What you need to do. Copying exactly, give the lines in the material below from the one with "18.10 zł netto</text>" to the one with "(async () =>", ends included, and nothing besides.

Given data.
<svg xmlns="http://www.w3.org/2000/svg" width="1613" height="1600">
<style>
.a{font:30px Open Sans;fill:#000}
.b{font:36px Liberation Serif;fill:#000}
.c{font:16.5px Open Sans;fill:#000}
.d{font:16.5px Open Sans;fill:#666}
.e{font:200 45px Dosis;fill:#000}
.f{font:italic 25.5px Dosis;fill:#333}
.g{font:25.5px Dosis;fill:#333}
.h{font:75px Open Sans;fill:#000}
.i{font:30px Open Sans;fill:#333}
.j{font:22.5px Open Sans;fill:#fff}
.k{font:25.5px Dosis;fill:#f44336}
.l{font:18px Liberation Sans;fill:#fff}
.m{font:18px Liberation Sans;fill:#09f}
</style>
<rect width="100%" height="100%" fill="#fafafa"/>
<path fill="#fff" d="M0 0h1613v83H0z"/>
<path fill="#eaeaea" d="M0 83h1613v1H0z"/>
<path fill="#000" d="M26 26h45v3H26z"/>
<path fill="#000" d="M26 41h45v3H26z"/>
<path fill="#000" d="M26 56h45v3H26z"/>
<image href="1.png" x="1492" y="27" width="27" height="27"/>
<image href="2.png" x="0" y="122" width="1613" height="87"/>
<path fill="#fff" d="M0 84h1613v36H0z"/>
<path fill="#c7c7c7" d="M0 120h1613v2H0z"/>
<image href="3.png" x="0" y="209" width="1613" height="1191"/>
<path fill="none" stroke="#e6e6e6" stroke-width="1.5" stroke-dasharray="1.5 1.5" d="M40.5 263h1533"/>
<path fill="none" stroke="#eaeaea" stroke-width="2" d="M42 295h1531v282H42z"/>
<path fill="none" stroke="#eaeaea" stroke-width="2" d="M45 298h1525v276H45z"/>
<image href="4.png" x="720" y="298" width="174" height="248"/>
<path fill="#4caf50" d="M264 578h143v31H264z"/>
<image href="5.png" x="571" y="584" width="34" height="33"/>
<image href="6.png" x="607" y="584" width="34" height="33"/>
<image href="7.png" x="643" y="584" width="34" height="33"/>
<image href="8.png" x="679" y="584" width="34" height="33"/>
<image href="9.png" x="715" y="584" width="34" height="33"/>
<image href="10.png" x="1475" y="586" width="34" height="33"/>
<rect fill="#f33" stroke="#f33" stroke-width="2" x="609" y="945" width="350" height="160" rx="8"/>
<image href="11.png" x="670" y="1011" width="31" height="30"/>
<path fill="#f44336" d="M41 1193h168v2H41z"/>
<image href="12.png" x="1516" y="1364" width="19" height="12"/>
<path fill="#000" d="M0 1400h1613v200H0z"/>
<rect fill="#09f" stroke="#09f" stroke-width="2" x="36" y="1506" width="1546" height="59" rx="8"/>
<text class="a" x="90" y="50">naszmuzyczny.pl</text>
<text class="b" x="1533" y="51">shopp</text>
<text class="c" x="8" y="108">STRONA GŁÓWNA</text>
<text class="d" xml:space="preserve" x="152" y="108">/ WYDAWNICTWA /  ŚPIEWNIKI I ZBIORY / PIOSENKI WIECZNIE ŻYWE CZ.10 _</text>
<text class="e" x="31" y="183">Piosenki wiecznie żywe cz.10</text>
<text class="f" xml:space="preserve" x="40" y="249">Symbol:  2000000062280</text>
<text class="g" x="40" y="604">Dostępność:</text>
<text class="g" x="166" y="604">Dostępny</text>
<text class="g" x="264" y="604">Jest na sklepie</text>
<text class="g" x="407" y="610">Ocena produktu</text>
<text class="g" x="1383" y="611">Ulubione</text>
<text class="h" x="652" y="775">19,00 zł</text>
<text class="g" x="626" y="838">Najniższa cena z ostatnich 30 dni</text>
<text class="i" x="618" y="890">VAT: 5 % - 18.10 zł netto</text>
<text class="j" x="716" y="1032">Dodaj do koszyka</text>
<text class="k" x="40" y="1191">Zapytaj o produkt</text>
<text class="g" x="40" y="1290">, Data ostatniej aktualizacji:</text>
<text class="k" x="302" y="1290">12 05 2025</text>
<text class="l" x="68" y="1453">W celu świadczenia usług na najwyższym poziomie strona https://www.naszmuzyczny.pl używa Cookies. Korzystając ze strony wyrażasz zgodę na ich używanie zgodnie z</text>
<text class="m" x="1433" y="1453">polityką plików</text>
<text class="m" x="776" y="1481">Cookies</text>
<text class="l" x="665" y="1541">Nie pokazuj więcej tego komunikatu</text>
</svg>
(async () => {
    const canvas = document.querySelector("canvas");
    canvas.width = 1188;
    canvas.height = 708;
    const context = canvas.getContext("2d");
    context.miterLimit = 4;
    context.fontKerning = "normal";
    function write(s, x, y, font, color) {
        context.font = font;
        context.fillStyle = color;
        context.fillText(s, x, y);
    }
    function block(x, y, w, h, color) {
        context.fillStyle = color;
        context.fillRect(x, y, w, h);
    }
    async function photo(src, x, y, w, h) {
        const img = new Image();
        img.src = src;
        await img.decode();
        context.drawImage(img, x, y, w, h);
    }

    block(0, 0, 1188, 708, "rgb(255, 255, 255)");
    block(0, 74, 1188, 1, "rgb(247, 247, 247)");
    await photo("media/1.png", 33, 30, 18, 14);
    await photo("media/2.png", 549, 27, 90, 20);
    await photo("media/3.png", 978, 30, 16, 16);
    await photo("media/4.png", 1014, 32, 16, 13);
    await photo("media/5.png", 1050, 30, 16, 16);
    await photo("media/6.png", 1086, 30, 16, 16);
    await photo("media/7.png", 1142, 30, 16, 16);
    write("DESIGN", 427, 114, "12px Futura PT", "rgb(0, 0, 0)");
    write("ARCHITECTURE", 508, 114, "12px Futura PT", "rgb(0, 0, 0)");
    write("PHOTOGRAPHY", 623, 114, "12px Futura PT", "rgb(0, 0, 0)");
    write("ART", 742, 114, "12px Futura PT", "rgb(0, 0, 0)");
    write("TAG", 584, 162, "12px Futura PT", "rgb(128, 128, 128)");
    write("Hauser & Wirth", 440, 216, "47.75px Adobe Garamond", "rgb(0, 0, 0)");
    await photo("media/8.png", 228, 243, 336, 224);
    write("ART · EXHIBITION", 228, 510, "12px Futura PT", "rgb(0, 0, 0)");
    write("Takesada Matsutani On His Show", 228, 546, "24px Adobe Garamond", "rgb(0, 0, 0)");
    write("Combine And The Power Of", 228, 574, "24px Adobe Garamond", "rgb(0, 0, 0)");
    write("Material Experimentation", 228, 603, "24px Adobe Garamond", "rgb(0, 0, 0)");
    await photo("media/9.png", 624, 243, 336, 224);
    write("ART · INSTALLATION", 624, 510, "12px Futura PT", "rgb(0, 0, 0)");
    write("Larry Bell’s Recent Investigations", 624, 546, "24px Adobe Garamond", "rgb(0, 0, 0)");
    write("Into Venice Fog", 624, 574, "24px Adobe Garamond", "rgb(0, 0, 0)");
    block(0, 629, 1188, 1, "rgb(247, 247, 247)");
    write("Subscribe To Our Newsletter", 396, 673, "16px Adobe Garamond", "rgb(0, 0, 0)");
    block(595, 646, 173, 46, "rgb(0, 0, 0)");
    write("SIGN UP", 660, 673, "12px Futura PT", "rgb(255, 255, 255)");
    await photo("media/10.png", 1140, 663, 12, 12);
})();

Reply.
<text class="i" x="618" y="890">VAT: 5 % - 18.10 zł netto</text>
<text class="j" x="716" y="1032">Dodaj do koszyka</text>
<text class="k" x="40" y="1191">Zapytaj o produkt</text>
<text class="g" x="40" y="1290">, Data ostatniej aktualizacji:</text>
<text class="k" x="302" y="1290">12 05 2025</text>
<text class="l" x="68" y="1453">W celu świadczenia usług na najwyższym poziomie strona https://www.naszmuzyczny.pl używa Cookies. Korzystając ze strony wyrażasz zgodę na ich używanie zgodnie z</text>
<text class="m" x="1433" y="1453">polityką plików</text>
<text class="m" x="776" y="1481">Cookies</text>
<text class="l" x="665" y="1541">Nie pokazuj więcej tego komunikatu</text>
</svg>
(async () => {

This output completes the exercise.